The Kentucky approval brings other major changes to the state’s Medicaid program, which has doubled in enrollment to 1.2 million people since the state expanded eligibility in 2014 under the federal Affordable Care Act.
The revisions would cut dental and vision coverage for many adults, although they can regain it by completing health-related activities, such as taking a disease management class or volunteering.
Individuals with income above the poverty level ($12,060) who do not pay their premiums in 60 days will be kicked out of coverage for six months. Enrollees can return to the program earlier if they pay two months of missed premiums and make one new premium payment. They also must complete a financial or health literacy course.

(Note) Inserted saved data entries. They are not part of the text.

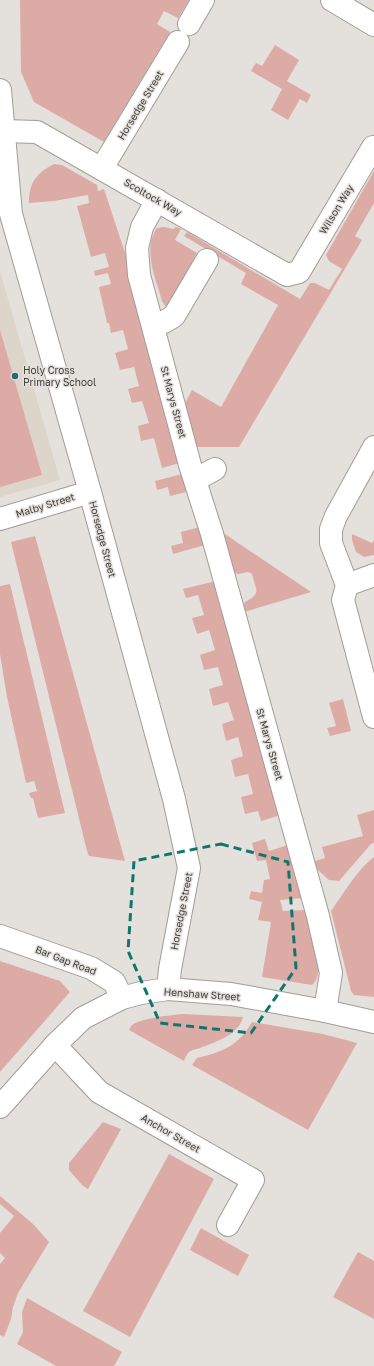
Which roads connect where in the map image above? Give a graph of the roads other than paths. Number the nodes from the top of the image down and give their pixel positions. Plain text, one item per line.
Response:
1 (203, 0) edge
2 (332, 0) edge
3 (374, 25) edge
4 (0, 90) edge
5 (3, 130) junction
6 (373, 147) dead end
7 (102, 168) junction
8 (157, 200) junction
9 (207, 260) dead end
10 (299, 272) joint
11 (153, 324) junction
12 (374, 446) edge
13 (215, 469) dead end
14 (195, 480) junction
15 (90, 492) junction
16 (0, 519) edge
17 (374, 575) edge
18 (347, 585) junction
19 (374, 717) edge
20 (0, 936) edge
21 (168, 989) junction
22 (122, 998) junction
23 (325, 1011) junction
24 (374, 1022) edge
25 (55, 1045) junction
26 (0, 1107) edge
27 (228, 1225) dead end

1 - 7 street, Horsedge Street
2 - 3 street
4 - 5 street, Horsedge Street
5 - 7 street, Scoltock Way
5 - 15 street, Horsedge Street
6 - 10 street, Wilson Way
7 - 8 street, Scoltock Way
8 - 10 street, Scoltock Way
8 - 11 street, St Marys Street
9 - 11 street
11 - 14 street, St Marys Street
12 - 18 street
13 - 14 street
14 - 23 street, St Marys Street
15 - 16 street, Malby Street
15 - 21 street, Horsedge Street
17 - 18 street
18 - 19 street
20 - 22 street, Bar Gap Road
21 - 22 street, Henshaw Street
21 - 23 street, Henshaw Street
22 - 25 street, Henshaw Street
23 - 24 street, Henshaw Street
25 - 26 street, Henshaw Street
25 - 27 street, Anchor Street

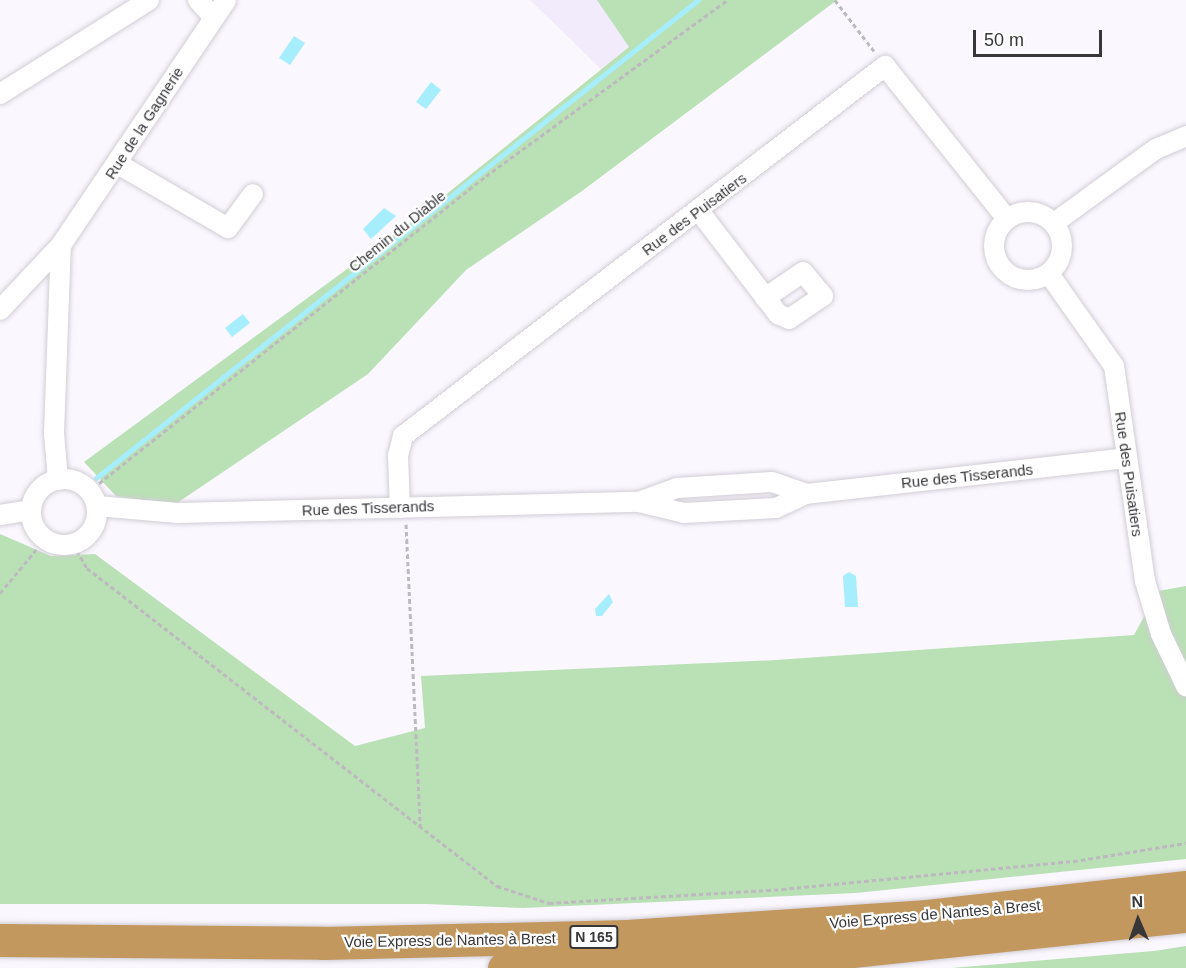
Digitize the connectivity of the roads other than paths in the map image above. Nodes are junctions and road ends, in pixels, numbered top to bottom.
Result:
1 (149, 0) edge
2 (198, 0) edge
3 (226, 0) edge
4 (214, 18) junction
5 (0, 94) edge
6 (1186, 136) edge
7 (118, 164) junction
8 (253, 194) dead end
9 (699, 211) junction
10 (1007, 219) junction
11 (1054, 223) junction
12 (61, 245) junction
13 (1050, 274) junction
14 (765, 298) dead end
15 (0, 310) edge
16 (1127, 458) junction
17 (58, 480) junction
18 (93, 499) junction
19 (403, 508) junction
20 (31, 510) junction
21 (0, 514) edge
22 (1186, 687) edge
23 (1186, 887) edge
24 (1186, 916) edge
25 (0, 940) edge
26 (504, 968) edge

1 - 5 street
2 - 4 street
3 - 4 street, Rue de la Gagnerie
4 - 7 street, Rue de la Gagnerie
6 - 11 street
7 - 8 street
7 - 12 street, Rue de la Gagnerie
9 - 10 street, Rue des Puisatiers
9 - 14 street
9 - 19 street, Rue des Puisatiers
10 - 11 street
10 - 13 street
11 - 13 street
12 - 15 street, Rue de la Gagnerie
12 - 17 street
13 - 16 street, Rue des Puisatiers
16 - 19 street, Rue des Tisserands
16 - 22 street, Rue des Puisatiers
17 - 18 street
17 - 20 street
18 - 19 street, Rue des Tisserands
18 - 20 street
20 - 21 street
23 - 25 highway, Voie Express de Nantes à Brest / N 165
24 - 26 highway, Voie Express de Nantes à Brest / N 165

The state also eliminates its non-emergency transportation benefit for some adults in the program.
Under Kentucky HEALTH, enrollees will make a monthly payment ranging from $1 to $15 depending on income. Pregnant women and children will be exempt from that cost sharing.
The Kentucky Medicaid changes generally mimic those of neighboring Indiana, which altered its program in 2015 under then-Gov. Mike Pence.
CMS Administrator Seema Verma recused herself from the Kentucky decision because she had worked with state officials on the waiver request when she was a consultant before joining the Trump administration.
Kentucky is one of 10 states that have applied to CMS to enact a work requirement.
The work requirement is one of the biggest changes in the history of Medicaid, which covers more than 74 million people, or about 1 in 5 Americans. It is the nation’s largest health insurance program.
The majority of enrollees in Medicaid are children, pregnant women and elderly nursing home residents. But the expansion under President Barack Obama led to millions of non-disabled low income adults added to the program.
Update: This story was updated on Jan. 12 to add information from the governor and more details on the Kentucky waiver once they were released.